The New Zealand Railways Magazine, Volume 5, Issue 5 (September 1, 1930)
Although the Provincial Council had already passed the Ordinance authorising the construction of the railway, and the Superintendent specially referred to this in his address, nevertheless, when the Ordinance was disallowed and a special session was called together on 27th March, 1860, to advise the Superintendent in regard to the matter, the Council proceeded to re-open the whole question and to hear in committee evidence for and against the proposal. The opposition came mainly from those having vested interests in the Heathcote River navigation. Wharves had been established at various points on the river, viz.: Ferry Wharf, Steam Wharf, Union Wharf, Aikman's Wharf, and Christchurch Quay. These wharves were approached from the Ferry Road, on which the goods were carted to and from Christchurch.
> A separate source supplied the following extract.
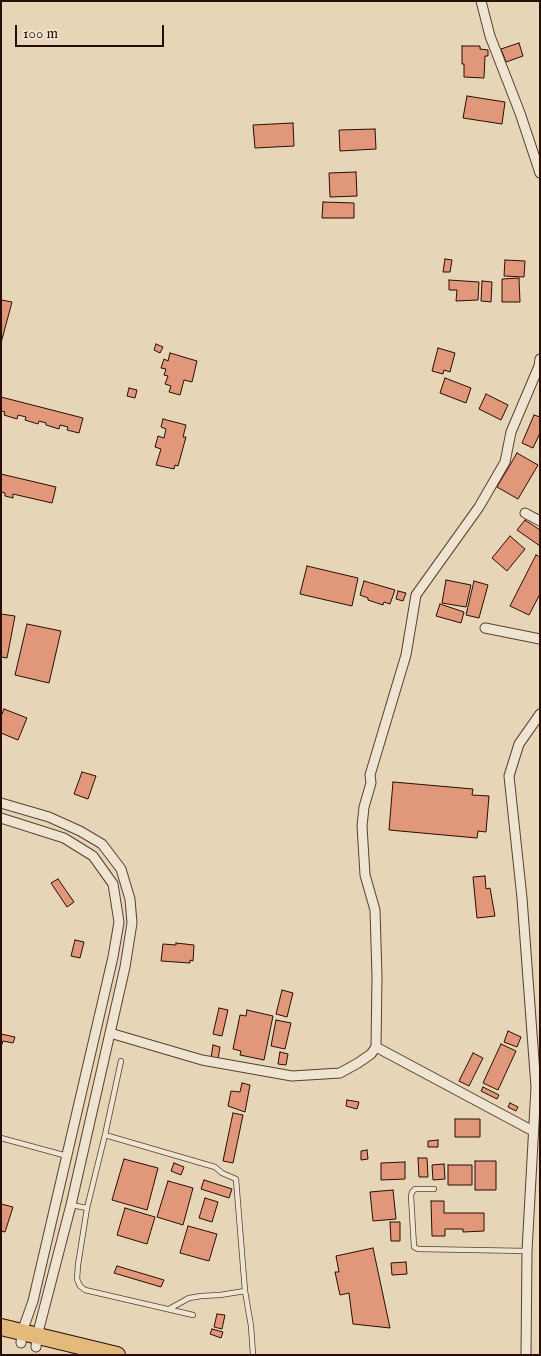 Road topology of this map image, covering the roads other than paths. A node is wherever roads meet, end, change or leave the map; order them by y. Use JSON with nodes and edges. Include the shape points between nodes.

A Customs Bond was authorised at Aikman's Wharf, and two steamship companies were in operation trading between the river and Lyttelton.
After hearing the evidence the Council passed the following resolution: “Whereas the Council has already, during its last session, recorded its decided opinion that a railway between Lyttelton and Christchurch is urgently required, and that such railway should be constructed direct, and by means of a tunnel under the hills, it is therefore resolved:
1. That under the present circumstances of the Province it is highly page 38 desirable that the whole of the money to be employed upon the construction of the said work should be raised by way of loan secured by a first charge on all the available revenues of the Province.
3. That the Superintendent be respectfully requested to take such measures as may by him, with the advice of his Executive, be deemed necessary for promoting during the ensuing session of the General Assembly such legislative enactments as are indispensable to the construction of the said line of railway.
4. That it is highly expedient that a loan, not exceeding three hundred thousand pounds, be negotiated, to be expended solely in the purchase of the site and in defraying the cost of the construction of the railway and the necessary stations, engines, carriages, and rolling stock.
5. Provided that such loan shall not be raised in any greater amount or proportion than fifty thousand pounds, or one-sixth of the whole sum in any one year during the progress of the work.
Charles Bowen, Speaker.”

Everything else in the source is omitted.